Study material Block Start

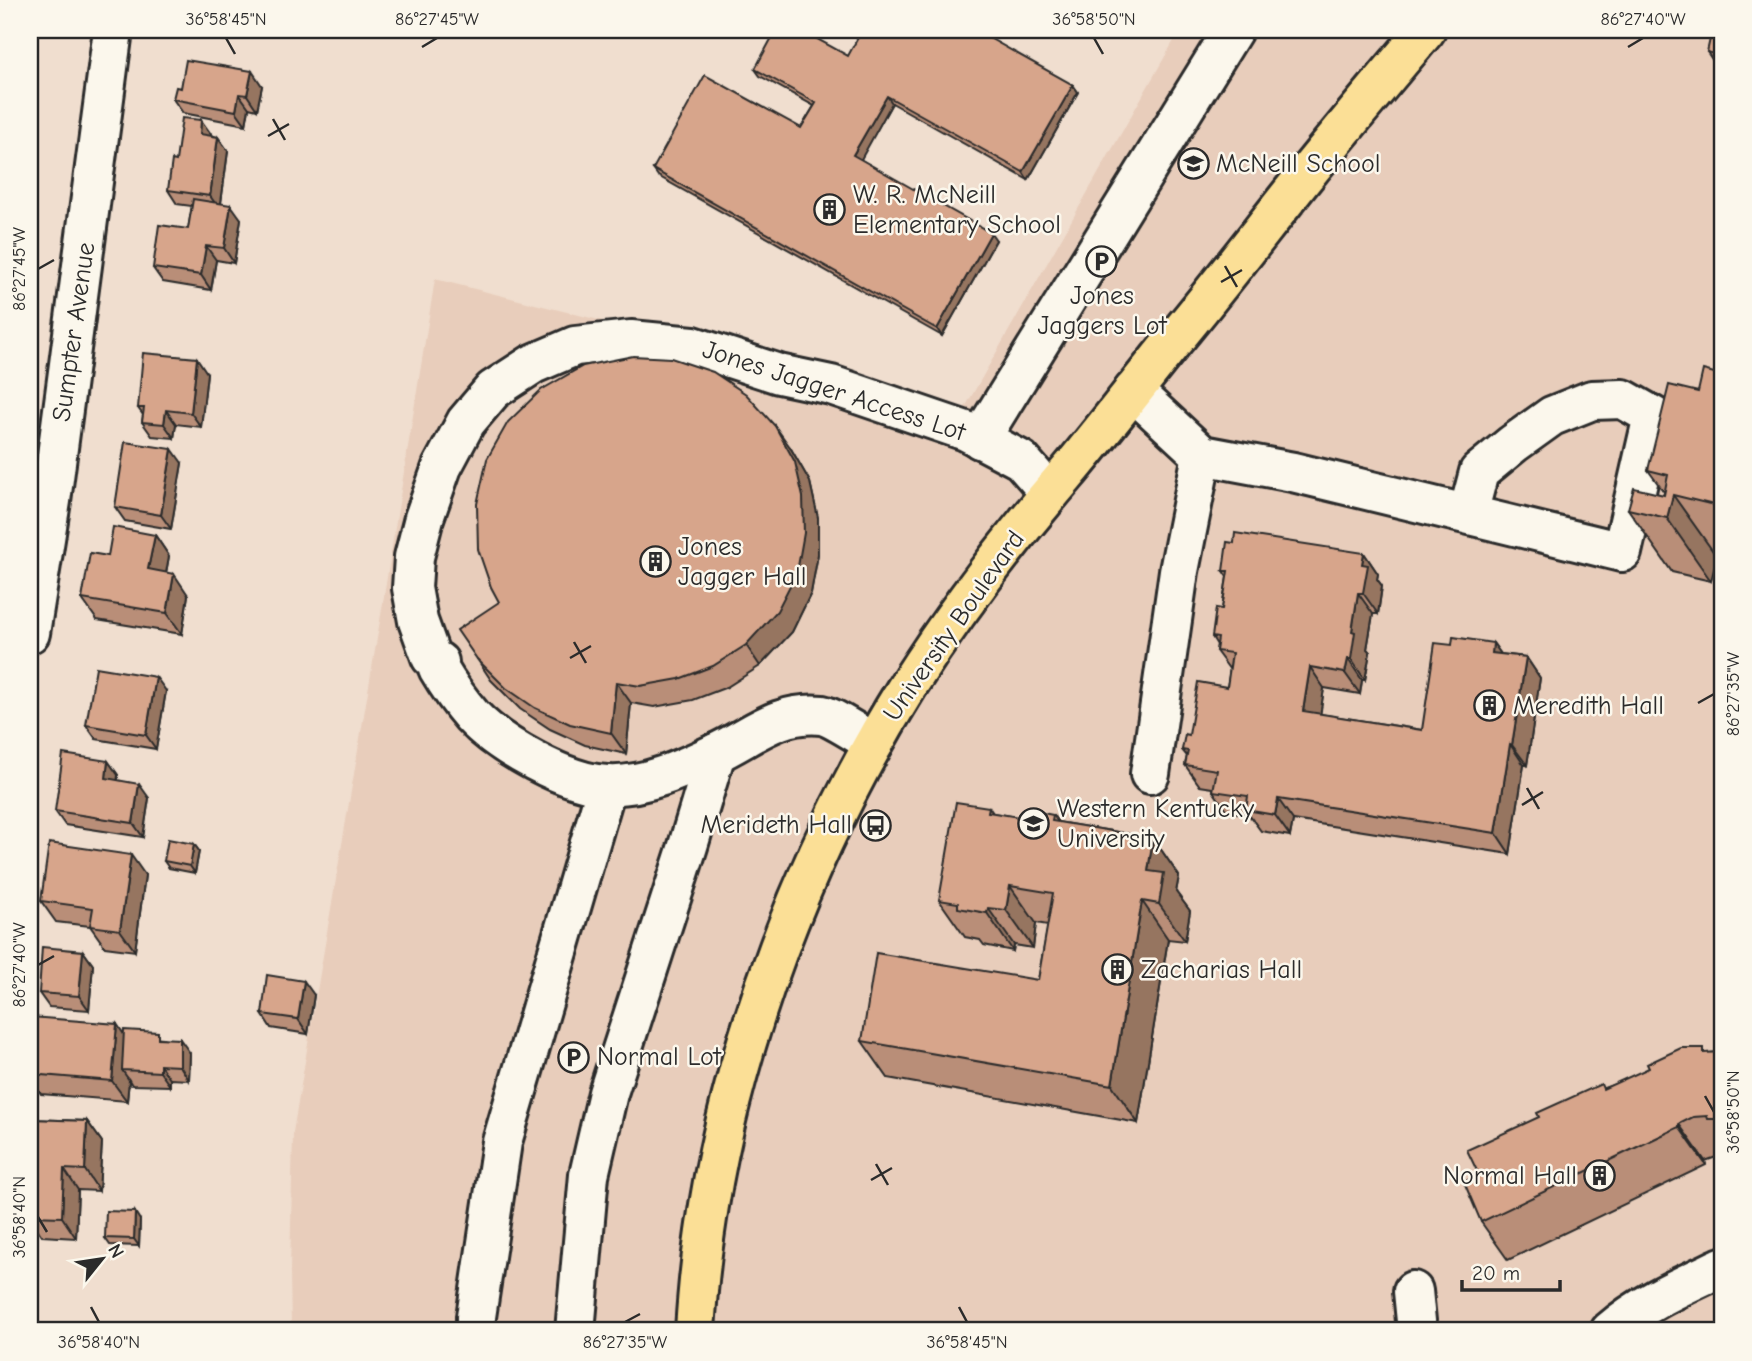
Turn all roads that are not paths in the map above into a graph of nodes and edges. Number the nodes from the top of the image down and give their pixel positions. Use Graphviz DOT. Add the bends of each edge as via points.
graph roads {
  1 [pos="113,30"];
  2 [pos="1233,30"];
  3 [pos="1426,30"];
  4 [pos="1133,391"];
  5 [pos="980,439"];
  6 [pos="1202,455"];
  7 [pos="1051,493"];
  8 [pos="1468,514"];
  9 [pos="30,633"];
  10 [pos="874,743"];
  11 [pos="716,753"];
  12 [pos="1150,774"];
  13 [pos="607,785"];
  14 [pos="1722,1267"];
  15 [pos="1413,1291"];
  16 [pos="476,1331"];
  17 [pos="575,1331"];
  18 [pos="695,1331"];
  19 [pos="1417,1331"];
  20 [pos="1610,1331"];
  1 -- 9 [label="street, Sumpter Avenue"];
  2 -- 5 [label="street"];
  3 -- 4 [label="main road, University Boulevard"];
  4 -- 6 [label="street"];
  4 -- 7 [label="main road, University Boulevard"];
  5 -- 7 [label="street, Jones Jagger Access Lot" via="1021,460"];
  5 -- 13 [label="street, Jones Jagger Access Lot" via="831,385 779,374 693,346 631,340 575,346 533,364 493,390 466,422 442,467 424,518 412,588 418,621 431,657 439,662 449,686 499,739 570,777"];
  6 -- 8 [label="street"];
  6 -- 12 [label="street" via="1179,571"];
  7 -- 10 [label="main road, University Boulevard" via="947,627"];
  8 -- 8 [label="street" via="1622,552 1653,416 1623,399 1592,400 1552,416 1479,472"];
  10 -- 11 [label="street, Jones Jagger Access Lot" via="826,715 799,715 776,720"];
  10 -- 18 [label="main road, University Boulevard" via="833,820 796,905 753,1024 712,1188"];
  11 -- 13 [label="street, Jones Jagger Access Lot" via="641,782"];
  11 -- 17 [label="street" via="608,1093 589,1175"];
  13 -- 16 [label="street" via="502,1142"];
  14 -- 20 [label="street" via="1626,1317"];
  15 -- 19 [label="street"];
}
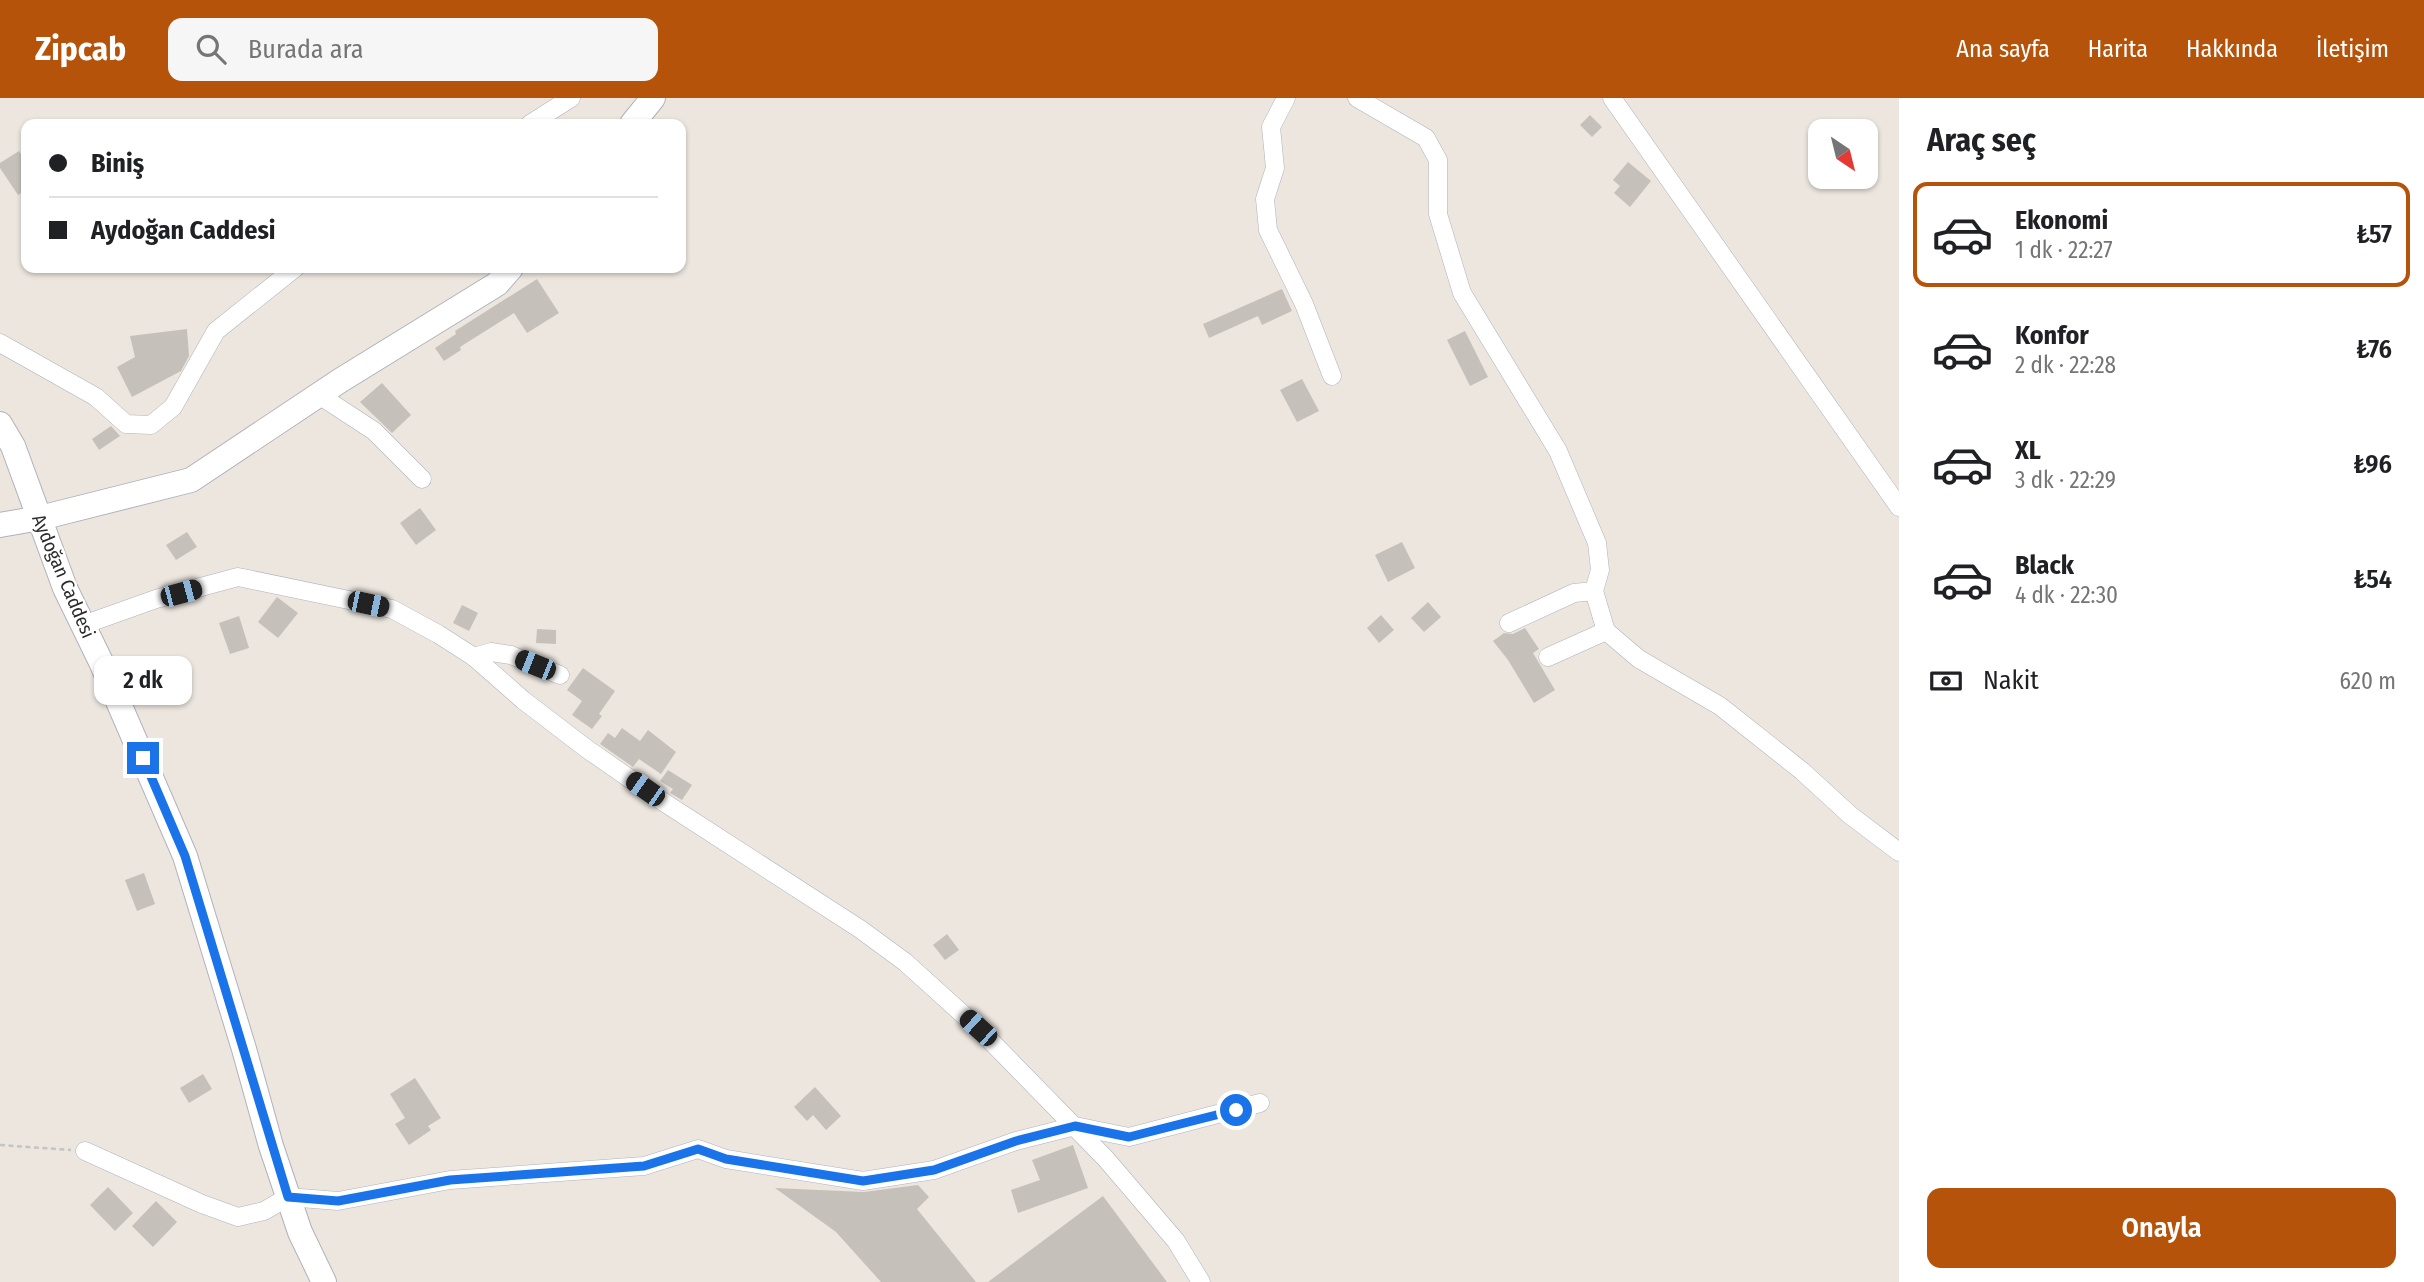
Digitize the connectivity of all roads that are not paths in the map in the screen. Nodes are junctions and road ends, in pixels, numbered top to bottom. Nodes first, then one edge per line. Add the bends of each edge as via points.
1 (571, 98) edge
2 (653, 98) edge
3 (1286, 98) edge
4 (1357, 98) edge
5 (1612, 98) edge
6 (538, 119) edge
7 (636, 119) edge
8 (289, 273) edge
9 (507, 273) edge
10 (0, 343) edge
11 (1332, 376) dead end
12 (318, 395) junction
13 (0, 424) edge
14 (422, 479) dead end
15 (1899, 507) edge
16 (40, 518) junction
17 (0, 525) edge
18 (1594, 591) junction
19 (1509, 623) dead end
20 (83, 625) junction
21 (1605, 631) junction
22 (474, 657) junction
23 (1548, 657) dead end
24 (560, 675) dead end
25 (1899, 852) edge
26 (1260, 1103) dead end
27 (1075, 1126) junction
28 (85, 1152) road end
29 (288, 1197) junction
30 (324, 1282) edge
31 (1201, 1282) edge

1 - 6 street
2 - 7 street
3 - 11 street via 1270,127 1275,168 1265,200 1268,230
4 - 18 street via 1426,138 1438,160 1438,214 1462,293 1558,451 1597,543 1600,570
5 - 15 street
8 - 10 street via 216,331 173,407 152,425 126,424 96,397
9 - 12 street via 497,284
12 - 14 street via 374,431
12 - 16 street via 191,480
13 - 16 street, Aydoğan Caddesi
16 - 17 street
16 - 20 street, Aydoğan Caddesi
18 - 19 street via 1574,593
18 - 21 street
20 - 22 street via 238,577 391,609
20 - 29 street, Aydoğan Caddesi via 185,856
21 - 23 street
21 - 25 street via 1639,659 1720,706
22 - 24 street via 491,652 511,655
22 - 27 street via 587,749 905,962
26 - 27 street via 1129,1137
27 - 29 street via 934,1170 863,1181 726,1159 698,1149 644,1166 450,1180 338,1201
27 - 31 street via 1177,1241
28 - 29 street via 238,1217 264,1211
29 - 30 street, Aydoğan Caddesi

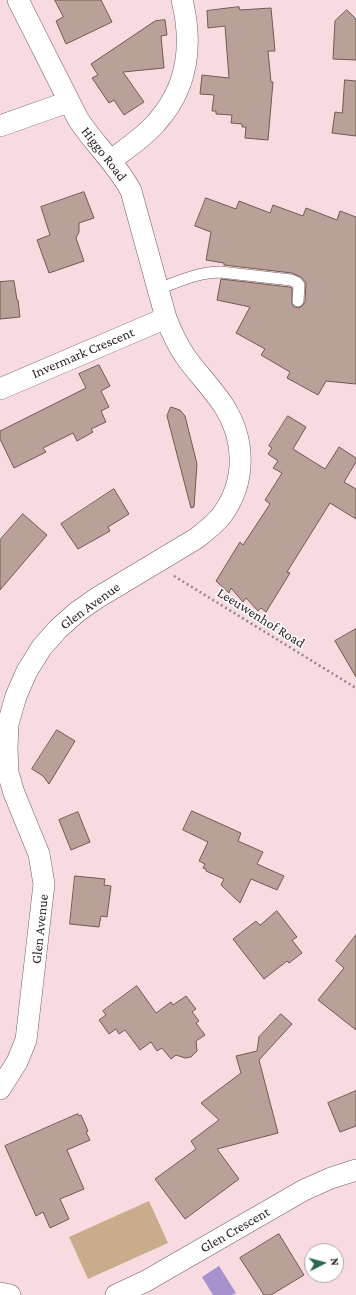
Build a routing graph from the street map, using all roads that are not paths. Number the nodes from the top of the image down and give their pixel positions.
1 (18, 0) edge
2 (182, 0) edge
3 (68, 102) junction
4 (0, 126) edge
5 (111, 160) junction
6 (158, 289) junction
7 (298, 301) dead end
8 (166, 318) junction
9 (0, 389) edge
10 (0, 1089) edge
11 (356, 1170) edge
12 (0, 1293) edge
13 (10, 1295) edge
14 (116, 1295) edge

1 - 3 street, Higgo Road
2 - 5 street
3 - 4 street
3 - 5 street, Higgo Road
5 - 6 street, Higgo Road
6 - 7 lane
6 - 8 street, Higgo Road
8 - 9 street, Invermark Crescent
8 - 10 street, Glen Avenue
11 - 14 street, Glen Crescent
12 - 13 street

Study material Block End

• _What to work on_: Your reply must reproduce all of the entries exactly and contain no pictures.

• _Finished exercise_:
Turn all roads that are not paths in the map above into a graph of nodes and edges. Number the nodes from the top of the image down and give their pixel positions. Use Graphviz DOT. Add the bends of each edge as via points.
graph roads {
  1 [pos="113,30"];
  2 [pos="1233,30"];
  3 [pos="1426,30"];
  4 [pos="1133,391"];
  5 [pos="980,439"];
  6 [pos="1202,455"];
  7 [pos="1051,493"];
  8 [pos="1468,514"];
  9 [pos="30,633"];
  10 [pos="874,743"];
  11 [pos="716,753"];
  12 [pos="1150,774"];
  13 [pos="607,785"];
  14 [pos="1722,1267"];
  15 [pos="1413,1291"];
  16 [pos="476,1331"];
  17 [pos="575,1331"];
  18 [pos="695,1331"];
  19 [pos="1417,1331"];
  20 [pos="1610,1331"];
  1 -- 9 [label="street, Sumpter Avenue"];
  2 -- 5 [label="street"];
  3 -- 4 [label="main road, University Boulevard"];
  4 -- 6 [label="street"];
  4 -- 7 [label="main road, University Boulevard"];
  5 -- 7 [label="street, Jones Jagger Access Lot" via="1021,460"];
  5 -- 13 [label="street, Jones Jagger Access Lot" via="831,385 779,374 693,346 631,340 575,346 533,364 493,390 466,422 442,467 424,518 412,588 418,621 431,657 439,662 449,686 499,739 570,777"];
  6 -- 8 [label="street"];
  6 -- 12 [label="street" via="1179,571"];
  7 -- 10 [label="main road, University Boulevard" via="947,627"];
  8 -- 8 [label="street" via="1622,552 1653,416 1623,399 1592,400 1552,416 1479,472"];
  10 -- 11 [label="street, Jones Jagger Access Lot" via="826,715 799,715 776,720"];
  10 -- 18 [label="main road, University Boulevard" via="833,820 796,905 753,1024 712,1188"];
  11 -- 13 [label="street, Jones Jagger Access Lot" via="641,782"];
  11 -- 17 [label="street" via="608,1093 589,1175"];
  13 -- 16 [label="street" via="502,1142"];
  14 -- 20 [label="street" via="1626,1317"];
  15 -- 19 [label="street"];
}
Digitize the connectivity of all roads that are not paths in the map in the screen. Nodes are junctions and road ends, in pixels, numbered top to bottom. Nodes first, then one edge per line. Add the bends of each edge as via points.
1 (571, 98) edge
2 (653, 98) edge
3 (1286, 98) edge
4 (1357, 98) edge
5 (1612, 98) edge
6 (538, 119) edge
7 (636, 119) edge
8 (289, 273) edge
9 (507, 273) edge
10 (0, 343) edge
11 (1332, 376) dead end
12 (318, 395) junction
13 (0, 424) edge
14 (422, 479) dead end
15 (1899, 507) edge
16 (40, 518) junction
17 (0, 525) edge
18 (1594, 591) junction
19 (1509, 623) dead end
20 (83, 625) junction
21 (1605, 631) junction
22 (474, 657) junction
23 (1548, 657) dead end
24 (560, 675) dead end
25 (1899, 852) edge
26 (1260, 1103) dead end
27 (1075, 1126) junction
28 (85, 1152) road end
29 (288, 1197) junction
30 (324, 1282) edge
31 (1201, 1282) edge

1 - 6 street
2 - 7 street
3 - 11 street via 1270,127 1275,168 1265,200 1268,230
4 - 18 street via 1426,138 1438,160 1438,214 1462,293 1558,451 1597,543 1600,570
5 - 15 street
8 - 10 street via 216,331 173,407 152,425 126,424 96,397
9 - 12 street via 497,284
12 - 14 street via 374,431
12 - 16 street via 191,480
13 - 16 street, Aydoğan Caddesi
16 - 17 street
16 - 20 street, Aydoğan Caddesi
18 - 19 street via 1574,593
18 - 21 street
20 - 22 street via 238,577 391,609
20 - 29 street, Aydoğan Caddesi via 185,856
21 - 23 street
21 - 25 street via 1639,659 1720,706
22 - 24 street via 491,652 511,655
22 - 27 street via 587,749 905,962
26 - 27 street via 1129,1137
27 - 29 street via 934,1170 863,1181 726,1159 698,1149 644,1166 450,1180 338,1201
27 - 31 street via 1177,1241
28 - 29 street via 238,1217 264,1211
29 - 30 street, Aydoğan Caddesi

Build a routing graph from the street map, using all roads that are not paths. Number the nodes from the top of the image down and give their pixel positions.
1 (18, 0) edge
2 (182, 0) edge
3 (68, 102) junction
4 (0, 126) edge
5 (111, 160) junction
6 (158, 289) junction
7 (298, 301) dead end
8 (166, 318) junction
9 (0, 389) edge
10 (0, 1089) edge
11 (356, 1170) edge
12 (0, 1293) edge
13 (10, 1295) edge
14 (116, 1295) edge

1 - 3 street, Higgo Road
2 - 5 street
3 - 4 street
3 - 5 street, Higgo Road
5 - 6 street, Higgo Road
6 - 7 lane
6 - 8 street, Higgo Road
8 - 9 street, Invermark Crescent
8 - 10 street, Glen Avenue
11 - 14 street, Glen Crescent
12 - 13 street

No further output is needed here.